The downside of this approach is immediately visible in this diagram: each node needs to have a connection pool to the database schema of the tenant. With many tenants, this can mean quite a bit of “housekeeping” that will need to be performed compared to the previous approach (which can be negative for performance). Note that there is a “master database” or “primary database” in this diagram. This database stores the configurations of the tenant data sources and the mapping between user and tenant.

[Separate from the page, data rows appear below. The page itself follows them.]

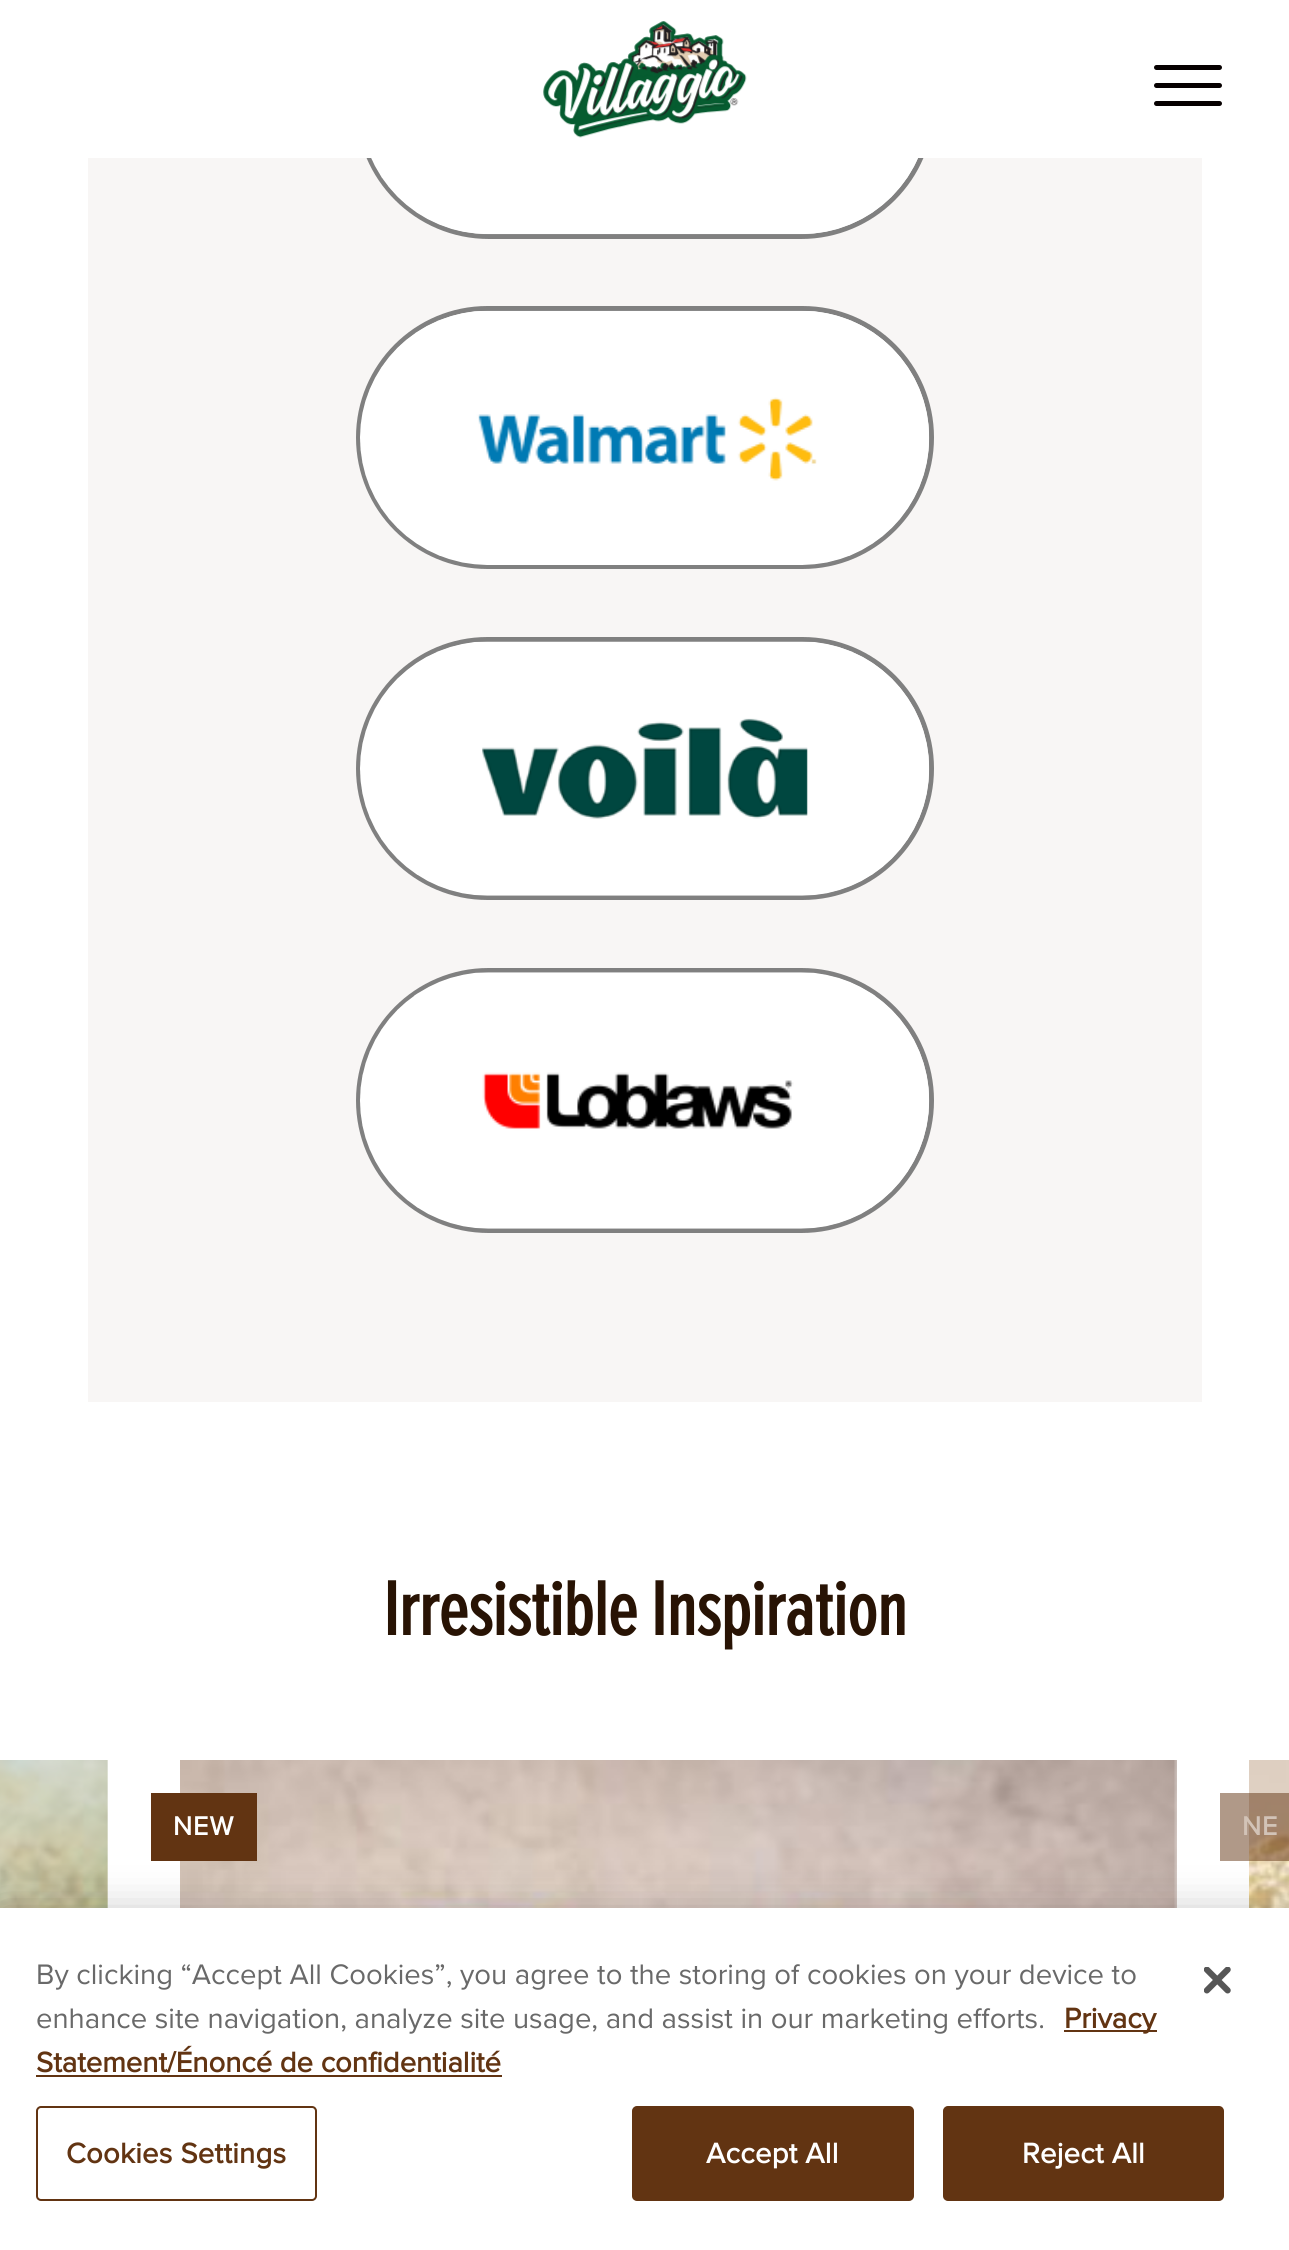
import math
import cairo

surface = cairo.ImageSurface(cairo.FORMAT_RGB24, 1289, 2250)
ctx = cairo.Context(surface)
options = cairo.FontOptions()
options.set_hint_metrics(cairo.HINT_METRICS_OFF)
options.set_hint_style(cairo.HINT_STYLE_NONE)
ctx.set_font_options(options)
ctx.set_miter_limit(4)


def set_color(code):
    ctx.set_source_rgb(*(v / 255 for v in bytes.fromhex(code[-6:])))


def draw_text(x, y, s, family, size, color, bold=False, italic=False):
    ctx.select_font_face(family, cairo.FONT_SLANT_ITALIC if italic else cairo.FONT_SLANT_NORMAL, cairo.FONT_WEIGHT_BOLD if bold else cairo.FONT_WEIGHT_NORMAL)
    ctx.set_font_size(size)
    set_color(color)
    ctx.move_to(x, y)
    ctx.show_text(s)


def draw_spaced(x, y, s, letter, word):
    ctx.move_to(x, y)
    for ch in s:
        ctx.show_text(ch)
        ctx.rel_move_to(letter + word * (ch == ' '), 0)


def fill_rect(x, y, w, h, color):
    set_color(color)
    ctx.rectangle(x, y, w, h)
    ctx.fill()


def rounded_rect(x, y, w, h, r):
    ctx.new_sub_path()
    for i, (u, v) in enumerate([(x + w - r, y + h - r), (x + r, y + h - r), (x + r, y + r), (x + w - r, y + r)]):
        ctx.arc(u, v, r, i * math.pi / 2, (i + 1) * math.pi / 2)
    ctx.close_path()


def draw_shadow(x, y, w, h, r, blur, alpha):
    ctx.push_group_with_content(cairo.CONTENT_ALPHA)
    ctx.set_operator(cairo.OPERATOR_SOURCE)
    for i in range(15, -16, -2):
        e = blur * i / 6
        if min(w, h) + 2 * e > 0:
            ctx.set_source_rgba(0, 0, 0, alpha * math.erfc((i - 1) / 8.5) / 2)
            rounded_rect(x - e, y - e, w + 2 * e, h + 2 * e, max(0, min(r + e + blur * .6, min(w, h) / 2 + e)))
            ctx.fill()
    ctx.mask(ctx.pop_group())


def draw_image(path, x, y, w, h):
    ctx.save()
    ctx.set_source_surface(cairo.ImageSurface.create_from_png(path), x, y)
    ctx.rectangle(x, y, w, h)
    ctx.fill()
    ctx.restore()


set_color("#ffffff")
ctx.paint()
fill_rect(88, 158, 1114, 1244, "#f8f6f5")
rounded_rect(358.5, -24.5, 573, 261, 130.5)
set_color("#808080")
ctx.set_line_width(5)
ctx.stroke()
fill_rect(356, 0, 578, 158, "#ffffff")
draw_image("assets/img1.png", 543, 21, 204, 117)
set_color("#060000")
rounded_rect(1154, 65, 68, 5, 2.5)
ctx.fill()
rounded_rect(1154, 83, 68, 5, 2.5)
ctx.fill()
rounded_rect(1154, 101, 68, 5, 2.5)
ctx.fill()
draw_image("assets/img2.png", 371, 158, 547, 77)
set_color("#ffffff")
rounded_rect(358.5, 308.5, 573, 258, 129)
ctx.fill_preserve()
set_color("#808080")
ctx.stroke()
draw_image("assets/img3.png", 360, 310, 570, 255)
rounded_rect(358.5, 639.5, 573, 258, 129)
ctx.stroke()
draw_image("assets/img4.png", 360, 641, 570, 255)
rounded_rect(358.5, 970.5, 573, 260, 130)
ctx.stroke()
draw_image("assets/img5.png", 360, 972, 570, 257)
draw_text(383, 1635, "Irresistible Inspiration", "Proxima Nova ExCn", 78.75, "#281304", bold=True)
draw_image("assets/img6.png", 0, 1760, 108, 148)
draw_image("assets/img7.png", 180, 1760, 997, 148)
fill_rect(151, 1793, 106, 68, "#623412")
ctx.select_font_face("Proxima Nova", cairo.FONT_SLANT_NORMAL, cairo.FONT_WEIGHT_BOLD)
ctx.set_font_size(27)
set_color("#ffffff")
draw_spaced(173, 1835, "NEW", 1, 0)
draw_image("assets/img8.png", 1249, 1760, 40, 148)
ctx.set_source_rgba(0.384, 0.204, 0.071, 0.5)
ctx.rectangle(1220, 1793, 69, 68)
ctx.fill()
set_color("#d2c3b7")
draw_spaced(1242, 1835, "NE", 1, 0)
set_color("#000000")
draw_shadow(0, 1908, 1289, 342, 0, 20, 0.2)
fill_rect(0, 1908, 1289, 342, "#ffffff")
draw_text(36, 1984, "By clicking “Accept All Cookies”, you agree to the storing of cookies on your device to", "Proxima Nova", 29.25, "#696969")
draw_text(36, 2028, "enhance site navigation, analyze site usage, and assist in our marketing efforts.", "Proxima Nova", 29.25, "#696969")
fill_rect(1064, 2030, 93, 2, "#623412")
draw_text(1064, 2028, "Privacy", "Proxima Nova", 29.25, "#623412", bold=True)
draw_text(36, 2072, "Statement/Énoncé de confidentialité", "Proxima Nova", 29.25, "#623412", bold=True)
fill_rect(36, 2075, 466, 2, "#623412")
rounded_rect(37, 2107, 279, 93, 4)
ctx.set_line_width(2)
ctx.stroke()
draw_spaced(66, 2163, "Cookies Settings", 0.25, 0)
rounded_rect(633, 2107, 280, 93, 4)
ctx.fill_preserve()
ctx.stroke()
set_color("#ffffff")
draw_spaced(706, 2163, "Accept All", 0.25, 0)
set_color("#623412")
rounded_rect(944, 2107, 279, 93, 4)
ctx.fill_preserve()
ctx.stroke()
set_color("#ffffff")
draw_spaced(1022, 2163, "Reject All", 0.25, 0)
draw_image("assets/img9.png", 1204, 1967, 27, 27)
surface.write_to_png("output.png")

Alternatively, as shown in the following diagram, it is possible to configure the Suite nodes as such that they only manage a certain list of tenants (for example in the picture below the last node only manages tenant Z, and the first two manage tenant A and B, but not Z). Although this alleviates the downside of the previous setup, it does come with an extra cost: the load balancer now needs to be more intelligent and needs to route the incoming request to the appropriate node. This means that the request needs information to differentiate as to which tenant the request is coming from. This needs custom coding on the client side and is not by default available in the Process Services web client.

msmt-overview2

Taking this to the extreme, it is possible to have one (or more nodes) for one tenant. However, in that case it is probably easier to run a single tenant Process Services for each tenant. The remarks about the load balancer and enriching the request with tenant information as in the previous setup still apply.

Limitations

Currently, following known limitations apply to the multi-schema multi-tenancy (MS-MT) feature:

As with regular multi-tenancy, it is not possible to configure the out of the box LDAP synchronization to synchronize users to different tenants.
The tenant can only be configured through the REST API, not via the “identity management” app.
Users need to be created by a user that is a “Tenant Administrator”, not a “Tenant Manager”.
Updating a tenant configuration (more specifically: switching the data source) cannot be done dynamically, a restart of all nodes is required for it to be picked up.
A user id needs to be unique across all tenants (cft. an email). This is because a mapping {user id, tenant id} will be stored in the primary database to determine the correct tenant data source.

Implementation

This section describes how the MS-MT feature works and can be skipped if only interested in setting up an MS-MT Process Services.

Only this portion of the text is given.